Association Between Resources and Scheduler Events

The Scheduler module works with classes that implement the DevExpress.Persistent.Base.General.IEvent interface and classes that implement the DevExpress.Persistent.Base.General.IResource interface. To support the Resources feature, the IEvent interface exposes the ResourceId property. This property specifies an XML string in which the identifiers of the associated resources are listed. Note that the Scheduler module supports the ResourceSharing strategy. So, several Resources can be assigned to an Event. The following image demonstrates this concept:


The built-in DevExpress.Persistent.BaseImpl.Event class, which implements the IEvent interface, has a Many-to-Many association with the built-in DevExpress.Persistent.BaseImpl.Resource class, which implements the IResource interface. All Resource objects from the Event’s Resources collection are listed in the Event’s IEvent.ResourceId property.
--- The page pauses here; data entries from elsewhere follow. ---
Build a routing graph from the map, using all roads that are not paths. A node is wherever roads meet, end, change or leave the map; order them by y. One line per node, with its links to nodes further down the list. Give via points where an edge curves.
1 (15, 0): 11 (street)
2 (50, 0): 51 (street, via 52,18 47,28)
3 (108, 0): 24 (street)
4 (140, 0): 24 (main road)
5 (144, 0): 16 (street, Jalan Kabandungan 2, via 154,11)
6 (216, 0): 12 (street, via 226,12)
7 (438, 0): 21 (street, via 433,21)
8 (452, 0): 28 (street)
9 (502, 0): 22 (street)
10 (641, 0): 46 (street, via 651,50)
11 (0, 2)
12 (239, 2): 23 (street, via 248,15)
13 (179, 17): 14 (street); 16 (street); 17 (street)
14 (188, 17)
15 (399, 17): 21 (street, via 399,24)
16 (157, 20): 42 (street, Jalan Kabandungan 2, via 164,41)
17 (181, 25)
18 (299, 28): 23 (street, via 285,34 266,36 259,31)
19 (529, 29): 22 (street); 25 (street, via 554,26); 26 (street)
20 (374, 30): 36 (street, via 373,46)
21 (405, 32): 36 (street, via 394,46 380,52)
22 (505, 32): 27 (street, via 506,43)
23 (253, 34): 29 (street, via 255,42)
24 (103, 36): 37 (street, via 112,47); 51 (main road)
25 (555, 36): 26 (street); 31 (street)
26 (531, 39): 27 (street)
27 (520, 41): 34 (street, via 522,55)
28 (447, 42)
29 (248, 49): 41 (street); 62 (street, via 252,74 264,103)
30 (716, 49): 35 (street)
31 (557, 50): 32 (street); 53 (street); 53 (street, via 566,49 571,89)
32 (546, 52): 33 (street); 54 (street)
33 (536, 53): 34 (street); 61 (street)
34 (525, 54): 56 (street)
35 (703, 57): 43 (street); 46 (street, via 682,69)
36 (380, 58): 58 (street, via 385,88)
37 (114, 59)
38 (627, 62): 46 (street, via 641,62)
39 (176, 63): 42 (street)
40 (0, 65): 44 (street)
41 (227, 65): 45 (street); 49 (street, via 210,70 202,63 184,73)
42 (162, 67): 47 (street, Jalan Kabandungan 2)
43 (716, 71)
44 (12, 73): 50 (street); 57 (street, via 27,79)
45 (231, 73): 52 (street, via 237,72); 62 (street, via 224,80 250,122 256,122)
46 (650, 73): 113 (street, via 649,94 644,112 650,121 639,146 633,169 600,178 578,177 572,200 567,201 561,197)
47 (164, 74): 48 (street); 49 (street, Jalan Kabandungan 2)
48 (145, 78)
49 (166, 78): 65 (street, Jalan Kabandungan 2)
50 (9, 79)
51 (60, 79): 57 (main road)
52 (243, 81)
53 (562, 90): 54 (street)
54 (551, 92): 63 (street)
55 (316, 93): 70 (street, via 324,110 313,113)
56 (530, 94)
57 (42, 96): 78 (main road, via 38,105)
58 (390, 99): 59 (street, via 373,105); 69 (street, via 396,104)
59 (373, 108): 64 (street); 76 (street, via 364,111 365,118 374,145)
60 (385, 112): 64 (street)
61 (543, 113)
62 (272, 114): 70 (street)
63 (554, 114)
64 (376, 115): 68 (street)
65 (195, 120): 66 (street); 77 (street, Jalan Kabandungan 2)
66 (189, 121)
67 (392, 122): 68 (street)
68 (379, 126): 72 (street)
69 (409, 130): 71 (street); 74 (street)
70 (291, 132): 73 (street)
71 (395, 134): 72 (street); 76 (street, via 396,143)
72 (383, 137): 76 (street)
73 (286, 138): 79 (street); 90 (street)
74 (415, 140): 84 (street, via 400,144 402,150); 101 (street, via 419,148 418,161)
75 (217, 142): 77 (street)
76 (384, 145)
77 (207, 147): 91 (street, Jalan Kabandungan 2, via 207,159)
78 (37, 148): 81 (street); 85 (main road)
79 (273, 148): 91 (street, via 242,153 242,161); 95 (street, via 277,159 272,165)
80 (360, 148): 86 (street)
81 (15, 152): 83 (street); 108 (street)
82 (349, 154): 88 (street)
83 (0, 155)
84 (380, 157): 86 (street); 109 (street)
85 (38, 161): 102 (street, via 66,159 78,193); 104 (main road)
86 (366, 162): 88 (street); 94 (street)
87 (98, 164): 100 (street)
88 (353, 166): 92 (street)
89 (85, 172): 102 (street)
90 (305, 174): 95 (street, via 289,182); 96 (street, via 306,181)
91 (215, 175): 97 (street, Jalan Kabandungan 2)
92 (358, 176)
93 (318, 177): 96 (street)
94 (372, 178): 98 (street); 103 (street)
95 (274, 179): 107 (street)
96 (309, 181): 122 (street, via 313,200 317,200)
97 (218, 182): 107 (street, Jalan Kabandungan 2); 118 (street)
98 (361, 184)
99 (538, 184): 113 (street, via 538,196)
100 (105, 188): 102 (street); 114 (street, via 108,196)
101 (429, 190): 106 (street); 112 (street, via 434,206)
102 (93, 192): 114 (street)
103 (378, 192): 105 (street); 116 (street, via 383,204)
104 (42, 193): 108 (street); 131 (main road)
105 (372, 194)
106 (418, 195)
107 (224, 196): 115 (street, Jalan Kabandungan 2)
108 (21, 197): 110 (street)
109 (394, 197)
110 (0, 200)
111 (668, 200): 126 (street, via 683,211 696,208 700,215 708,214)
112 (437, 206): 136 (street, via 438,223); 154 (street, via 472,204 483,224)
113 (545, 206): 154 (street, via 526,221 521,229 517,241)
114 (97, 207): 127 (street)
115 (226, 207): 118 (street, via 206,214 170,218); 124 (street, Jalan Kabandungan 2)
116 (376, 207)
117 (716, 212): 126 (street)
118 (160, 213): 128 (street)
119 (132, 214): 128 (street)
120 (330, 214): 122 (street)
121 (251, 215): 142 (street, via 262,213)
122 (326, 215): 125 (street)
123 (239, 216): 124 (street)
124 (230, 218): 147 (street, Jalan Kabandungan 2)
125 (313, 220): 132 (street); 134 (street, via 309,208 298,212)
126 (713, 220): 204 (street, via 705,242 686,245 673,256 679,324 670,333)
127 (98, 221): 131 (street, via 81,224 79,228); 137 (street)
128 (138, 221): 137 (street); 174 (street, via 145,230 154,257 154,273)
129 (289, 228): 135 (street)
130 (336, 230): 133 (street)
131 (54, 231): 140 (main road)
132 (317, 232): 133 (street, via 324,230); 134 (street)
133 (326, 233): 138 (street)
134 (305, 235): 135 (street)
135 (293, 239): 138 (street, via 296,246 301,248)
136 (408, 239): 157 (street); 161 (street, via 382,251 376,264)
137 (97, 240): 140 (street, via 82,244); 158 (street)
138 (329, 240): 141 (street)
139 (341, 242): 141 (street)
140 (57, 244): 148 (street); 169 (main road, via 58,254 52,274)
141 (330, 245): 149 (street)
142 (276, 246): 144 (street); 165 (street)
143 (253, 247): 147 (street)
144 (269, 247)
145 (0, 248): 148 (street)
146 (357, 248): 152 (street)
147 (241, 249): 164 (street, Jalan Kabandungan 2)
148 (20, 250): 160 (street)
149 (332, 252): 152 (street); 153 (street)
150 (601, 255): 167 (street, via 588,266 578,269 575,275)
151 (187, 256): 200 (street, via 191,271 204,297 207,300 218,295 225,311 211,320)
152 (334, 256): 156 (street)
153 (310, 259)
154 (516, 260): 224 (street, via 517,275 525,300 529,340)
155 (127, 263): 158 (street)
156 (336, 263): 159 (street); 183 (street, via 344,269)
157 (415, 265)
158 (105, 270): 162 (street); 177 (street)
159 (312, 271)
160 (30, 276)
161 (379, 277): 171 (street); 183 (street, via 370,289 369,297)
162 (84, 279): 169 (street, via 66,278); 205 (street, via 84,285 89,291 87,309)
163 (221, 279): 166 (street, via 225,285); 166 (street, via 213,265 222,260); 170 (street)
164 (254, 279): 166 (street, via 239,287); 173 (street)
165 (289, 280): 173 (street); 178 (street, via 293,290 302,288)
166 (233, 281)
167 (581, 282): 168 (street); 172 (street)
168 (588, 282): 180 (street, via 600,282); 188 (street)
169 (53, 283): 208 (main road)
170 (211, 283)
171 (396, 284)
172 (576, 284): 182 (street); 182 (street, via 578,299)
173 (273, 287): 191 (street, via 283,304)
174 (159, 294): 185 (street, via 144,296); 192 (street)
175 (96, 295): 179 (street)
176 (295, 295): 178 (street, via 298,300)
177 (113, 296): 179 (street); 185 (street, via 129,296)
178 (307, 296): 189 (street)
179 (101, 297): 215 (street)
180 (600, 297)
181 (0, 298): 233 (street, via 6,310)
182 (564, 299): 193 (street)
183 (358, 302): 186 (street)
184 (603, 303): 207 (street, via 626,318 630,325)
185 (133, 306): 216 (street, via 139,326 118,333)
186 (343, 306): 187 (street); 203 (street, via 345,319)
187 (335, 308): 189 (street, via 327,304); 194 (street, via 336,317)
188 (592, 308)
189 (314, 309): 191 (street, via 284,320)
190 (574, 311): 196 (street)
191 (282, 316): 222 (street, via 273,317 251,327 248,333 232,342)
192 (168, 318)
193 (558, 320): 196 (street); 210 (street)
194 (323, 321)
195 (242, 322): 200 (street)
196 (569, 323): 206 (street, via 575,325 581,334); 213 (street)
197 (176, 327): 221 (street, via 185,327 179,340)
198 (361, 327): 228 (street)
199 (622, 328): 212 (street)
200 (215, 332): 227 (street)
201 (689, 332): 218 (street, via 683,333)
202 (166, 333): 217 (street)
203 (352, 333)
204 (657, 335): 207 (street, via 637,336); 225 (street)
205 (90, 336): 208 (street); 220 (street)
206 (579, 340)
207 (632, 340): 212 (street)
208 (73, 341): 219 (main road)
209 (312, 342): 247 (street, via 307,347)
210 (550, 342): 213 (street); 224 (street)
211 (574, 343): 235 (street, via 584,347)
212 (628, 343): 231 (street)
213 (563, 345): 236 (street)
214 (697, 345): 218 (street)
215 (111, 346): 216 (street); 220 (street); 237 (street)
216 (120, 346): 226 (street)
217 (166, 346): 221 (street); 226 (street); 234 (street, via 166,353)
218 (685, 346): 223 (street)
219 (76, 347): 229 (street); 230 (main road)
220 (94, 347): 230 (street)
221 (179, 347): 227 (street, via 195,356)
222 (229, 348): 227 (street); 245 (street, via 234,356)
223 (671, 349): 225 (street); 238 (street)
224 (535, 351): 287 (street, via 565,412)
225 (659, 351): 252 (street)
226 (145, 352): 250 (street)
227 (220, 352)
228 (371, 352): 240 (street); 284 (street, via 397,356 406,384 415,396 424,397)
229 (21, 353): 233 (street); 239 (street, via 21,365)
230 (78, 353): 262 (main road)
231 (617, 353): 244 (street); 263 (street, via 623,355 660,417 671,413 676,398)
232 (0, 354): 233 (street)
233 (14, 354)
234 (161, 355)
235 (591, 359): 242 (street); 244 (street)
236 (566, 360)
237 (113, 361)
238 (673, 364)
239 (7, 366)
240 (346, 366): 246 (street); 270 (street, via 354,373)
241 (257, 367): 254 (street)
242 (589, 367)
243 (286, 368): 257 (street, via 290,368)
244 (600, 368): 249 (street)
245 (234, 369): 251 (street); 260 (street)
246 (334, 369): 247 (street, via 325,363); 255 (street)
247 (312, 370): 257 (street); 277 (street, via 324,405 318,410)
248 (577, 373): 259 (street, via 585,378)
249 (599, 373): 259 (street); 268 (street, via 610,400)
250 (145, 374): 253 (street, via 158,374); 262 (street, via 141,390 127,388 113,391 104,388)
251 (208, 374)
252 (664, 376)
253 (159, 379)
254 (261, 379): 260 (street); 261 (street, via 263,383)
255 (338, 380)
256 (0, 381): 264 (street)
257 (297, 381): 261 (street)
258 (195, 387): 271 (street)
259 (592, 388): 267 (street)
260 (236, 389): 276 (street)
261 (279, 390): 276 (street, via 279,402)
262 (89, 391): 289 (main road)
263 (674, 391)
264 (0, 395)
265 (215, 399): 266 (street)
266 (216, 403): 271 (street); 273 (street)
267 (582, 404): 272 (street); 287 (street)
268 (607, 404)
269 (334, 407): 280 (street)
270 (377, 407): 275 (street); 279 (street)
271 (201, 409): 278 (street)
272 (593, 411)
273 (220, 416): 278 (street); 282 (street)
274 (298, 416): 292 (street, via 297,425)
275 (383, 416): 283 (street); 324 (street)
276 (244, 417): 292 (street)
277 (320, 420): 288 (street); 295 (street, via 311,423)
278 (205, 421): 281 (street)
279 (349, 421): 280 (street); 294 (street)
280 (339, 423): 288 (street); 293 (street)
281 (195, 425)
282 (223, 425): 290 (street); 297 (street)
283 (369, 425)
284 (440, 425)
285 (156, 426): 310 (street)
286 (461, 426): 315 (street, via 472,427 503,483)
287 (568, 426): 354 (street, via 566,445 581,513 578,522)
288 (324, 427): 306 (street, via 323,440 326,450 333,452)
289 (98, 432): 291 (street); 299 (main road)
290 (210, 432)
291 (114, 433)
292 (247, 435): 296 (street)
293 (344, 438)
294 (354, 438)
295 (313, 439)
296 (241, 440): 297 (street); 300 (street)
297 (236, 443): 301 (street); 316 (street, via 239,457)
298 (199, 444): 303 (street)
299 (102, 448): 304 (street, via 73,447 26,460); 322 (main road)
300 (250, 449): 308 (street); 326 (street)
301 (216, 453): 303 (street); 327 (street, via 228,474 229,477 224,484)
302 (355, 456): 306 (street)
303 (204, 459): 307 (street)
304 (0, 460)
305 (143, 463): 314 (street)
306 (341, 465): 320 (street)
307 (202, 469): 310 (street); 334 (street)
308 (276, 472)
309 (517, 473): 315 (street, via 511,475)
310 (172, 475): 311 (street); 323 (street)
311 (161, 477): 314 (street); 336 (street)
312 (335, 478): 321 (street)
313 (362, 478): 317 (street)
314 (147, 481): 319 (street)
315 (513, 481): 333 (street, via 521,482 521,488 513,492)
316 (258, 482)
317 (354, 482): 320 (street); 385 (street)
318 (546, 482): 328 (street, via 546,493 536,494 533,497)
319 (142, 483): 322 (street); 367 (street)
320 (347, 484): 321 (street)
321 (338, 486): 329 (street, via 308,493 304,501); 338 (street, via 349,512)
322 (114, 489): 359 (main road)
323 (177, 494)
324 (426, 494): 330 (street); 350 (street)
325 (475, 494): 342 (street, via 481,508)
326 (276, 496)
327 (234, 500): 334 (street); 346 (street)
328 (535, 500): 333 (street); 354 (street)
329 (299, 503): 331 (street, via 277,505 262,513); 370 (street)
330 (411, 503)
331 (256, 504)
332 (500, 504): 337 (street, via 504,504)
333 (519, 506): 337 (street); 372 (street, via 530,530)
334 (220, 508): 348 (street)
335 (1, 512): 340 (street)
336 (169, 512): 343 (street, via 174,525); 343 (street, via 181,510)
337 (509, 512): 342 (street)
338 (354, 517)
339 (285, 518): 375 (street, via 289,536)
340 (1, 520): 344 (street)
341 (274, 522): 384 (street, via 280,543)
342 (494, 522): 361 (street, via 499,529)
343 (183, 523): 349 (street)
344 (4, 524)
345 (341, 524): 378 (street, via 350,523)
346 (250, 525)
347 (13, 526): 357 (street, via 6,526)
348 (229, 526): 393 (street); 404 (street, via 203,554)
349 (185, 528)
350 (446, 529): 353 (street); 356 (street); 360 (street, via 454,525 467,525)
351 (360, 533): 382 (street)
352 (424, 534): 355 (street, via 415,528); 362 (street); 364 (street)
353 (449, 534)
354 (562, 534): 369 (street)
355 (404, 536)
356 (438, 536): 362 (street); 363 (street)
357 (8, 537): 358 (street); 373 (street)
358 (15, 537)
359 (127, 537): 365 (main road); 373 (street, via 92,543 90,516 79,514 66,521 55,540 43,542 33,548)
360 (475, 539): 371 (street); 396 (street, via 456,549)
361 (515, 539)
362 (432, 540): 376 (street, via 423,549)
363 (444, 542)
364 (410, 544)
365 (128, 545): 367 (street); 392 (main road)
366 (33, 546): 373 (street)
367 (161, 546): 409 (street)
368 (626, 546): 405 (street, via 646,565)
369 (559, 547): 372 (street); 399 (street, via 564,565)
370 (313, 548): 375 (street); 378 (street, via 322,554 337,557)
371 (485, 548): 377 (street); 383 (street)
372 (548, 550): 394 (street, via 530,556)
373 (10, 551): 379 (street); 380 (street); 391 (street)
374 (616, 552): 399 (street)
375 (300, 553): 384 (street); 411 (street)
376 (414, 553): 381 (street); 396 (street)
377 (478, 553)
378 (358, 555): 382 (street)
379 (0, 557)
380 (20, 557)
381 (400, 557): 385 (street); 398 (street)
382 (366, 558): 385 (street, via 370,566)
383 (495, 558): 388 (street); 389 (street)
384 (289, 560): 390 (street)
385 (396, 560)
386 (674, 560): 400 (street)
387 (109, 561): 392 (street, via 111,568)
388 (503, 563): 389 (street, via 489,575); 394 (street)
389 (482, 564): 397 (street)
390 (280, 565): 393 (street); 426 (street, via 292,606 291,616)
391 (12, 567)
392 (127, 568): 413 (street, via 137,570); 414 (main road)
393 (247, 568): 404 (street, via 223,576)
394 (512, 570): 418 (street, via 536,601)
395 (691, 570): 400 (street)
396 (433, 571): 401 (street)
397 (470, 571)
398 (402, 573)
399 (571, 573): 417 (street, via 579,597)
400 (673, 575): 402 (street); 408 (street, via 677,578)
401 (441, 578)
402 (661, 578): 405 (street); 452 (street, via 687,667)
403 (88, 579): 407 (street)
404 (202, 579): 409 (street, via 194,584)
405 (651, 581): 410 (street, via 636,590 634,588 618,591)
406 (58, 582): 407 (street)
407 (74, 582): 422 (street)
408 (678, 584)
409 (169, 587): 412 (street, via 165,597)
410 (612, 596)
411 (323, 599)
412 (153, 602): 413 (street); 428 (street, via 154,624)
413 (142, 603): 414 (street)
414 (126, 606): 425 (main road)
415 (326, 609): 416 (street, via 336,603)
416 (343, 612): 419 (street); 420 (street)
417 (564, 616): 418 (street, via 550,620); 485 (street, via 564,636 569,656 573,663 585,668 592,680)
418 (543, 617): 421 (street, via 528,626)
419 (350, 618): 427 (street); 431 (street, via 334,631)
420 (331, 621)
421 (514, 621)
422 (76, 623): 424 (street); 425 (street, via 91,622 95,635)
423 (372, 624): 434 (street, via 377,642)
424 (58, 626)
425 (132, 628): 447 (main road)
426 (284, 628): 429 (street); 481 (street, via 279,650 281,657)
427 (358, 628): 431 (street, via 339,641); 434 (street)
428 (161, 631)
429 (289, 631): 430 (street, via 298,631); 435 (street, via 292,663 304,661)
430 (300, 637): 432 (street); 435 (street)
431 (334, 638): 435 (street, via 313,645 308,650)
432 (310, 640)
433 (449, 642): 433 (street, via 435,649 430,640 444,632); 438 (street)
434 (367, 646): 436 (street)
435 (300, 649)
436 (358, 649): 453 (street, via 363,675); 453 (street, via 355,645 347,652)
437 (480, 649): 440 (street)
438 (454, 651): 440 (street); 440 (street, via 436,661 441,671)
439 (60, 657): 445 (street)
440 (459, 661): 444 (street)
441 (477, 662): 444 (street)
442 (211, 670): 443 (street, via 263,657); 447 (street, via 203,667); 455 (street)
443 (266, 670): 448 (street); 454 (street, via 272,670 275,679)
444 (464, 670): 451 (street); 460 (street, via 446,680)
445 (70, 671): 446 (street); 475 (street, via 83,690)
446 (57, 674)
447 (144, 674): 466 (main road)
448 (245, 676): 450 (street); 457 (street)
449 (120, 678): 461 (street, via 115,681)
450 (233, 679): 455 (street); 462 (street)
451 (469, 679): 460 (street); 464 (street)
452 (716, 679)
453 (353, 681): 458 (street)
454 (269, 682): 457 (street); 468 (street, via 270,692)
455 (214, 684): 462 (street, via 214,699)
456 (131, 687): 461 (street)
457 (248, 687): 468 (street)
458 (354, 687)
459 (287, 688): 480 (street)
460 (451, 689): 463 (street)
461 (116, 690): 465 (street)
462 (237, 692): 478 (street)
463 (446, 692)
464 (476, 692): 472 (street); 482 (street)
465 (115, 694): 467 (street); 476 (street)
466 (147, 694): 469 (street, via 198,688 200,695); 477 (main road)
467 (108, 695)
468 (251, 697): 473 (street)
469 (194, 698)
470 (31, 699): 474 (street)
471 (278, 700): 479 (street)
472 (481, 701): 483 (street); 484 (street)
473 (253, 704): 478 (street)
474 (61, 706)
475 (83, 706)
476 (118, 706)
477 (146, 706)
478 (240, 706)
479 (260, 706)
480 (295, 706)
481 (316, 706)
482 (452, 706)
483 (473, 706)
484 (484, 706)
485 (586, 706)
Use Built-in Event and Resource Classes

To use the built-in Event and Resource classes in your application, add the Event class to a module in your solution via the Module Designer. The built-in Resource class will be added automatically. If you use the DevExpress.Persistent.BaseImpl.Event class’ descendant, the built-in DevExpress.Persistent.BaseImpl.Resource class will be added to the process of automatic UI generation as well. This allows you to have an extended Event class, but use the inherited association with the Resource class.

At runtime, you can create and display Resource objects in an ordinal way - by displaying the Resource List View and Detail View. In addition, you can add the required Resource(s) to an Event’s Resources collection in the Event Detail View:

… in a Windows Forms application:


… in an ASP.NET application:

Resources_EventDetailView _Web

Resources are also displayed in Event List Views. The following image shows how a collection of two Resources (1 and 2) is displayed in an Event List View:

… in a Windows Forms application:


… in an ASP.NET application:


In this image, you can see the Event that uses both Resources. However, you can display Events for the required Resource only. To do this, use the Resource Navigator in the bottom-right of the Scheduler Control. It is intended for scrolling through resources, and changing the number of resources shown at one time on screen.

Use a Custom Resource Class

To be supported by the Scheduler module, a Resource class must implement the DevExpress.Persistent.Base.General.IResource interface. The built-in DevExpress.Persistent.BaseImpl.Resource class from the Business Class Library implements this interface. A custom Resource class must implement this interface as well. So, to implement a custom Resource class, inherit from the built-in DevExpress.Persistent.BaseImpl.Resource class or implement the IResource interface from scratch. You can see the sources of the built-in Resource class at: %PROGRAMFILES(x86)%\DevExpress 20.2\Components\%PROGRAMFILES(x86)%\DevExpress 20.2\.NET Core Desktop Libraries\\Sources\DevExpress.Persistent\DevExpress.Persistent.BaseImpl\Resource.cs.

Since the built-in Event class is associated with the built-in Resource class, you will have to implement a custom Event class to associate it with the custom Resource class. For this purpose, use the sources of the built-in Event class. They are located at: %PROGRAMFILES(x86)%\DevExpress 20.2\Components\%PROGRAMFILES(x86)%\DevExpress 20.2\.NET Core Desktop Libraries\\Sources\DevExpress.Persistent\DevExpress.Persistent.BaseImpl\Event.cs, by default.

The type of the objects that will serve as a resource data source for the Scheduler List Editor must be set to the IModelListViewScheduler.ResourceClass property of the Application Model‘s Views | <ListView> node:


The Application Model is extended with this property by the Scheduler module. If you have a single class that implements the IResource interface in your application, this class will be assigned to this property automatically. If you have several classes that implement the IResource interface, you can assign any of them to this property. Otherwise, the first found type will be set.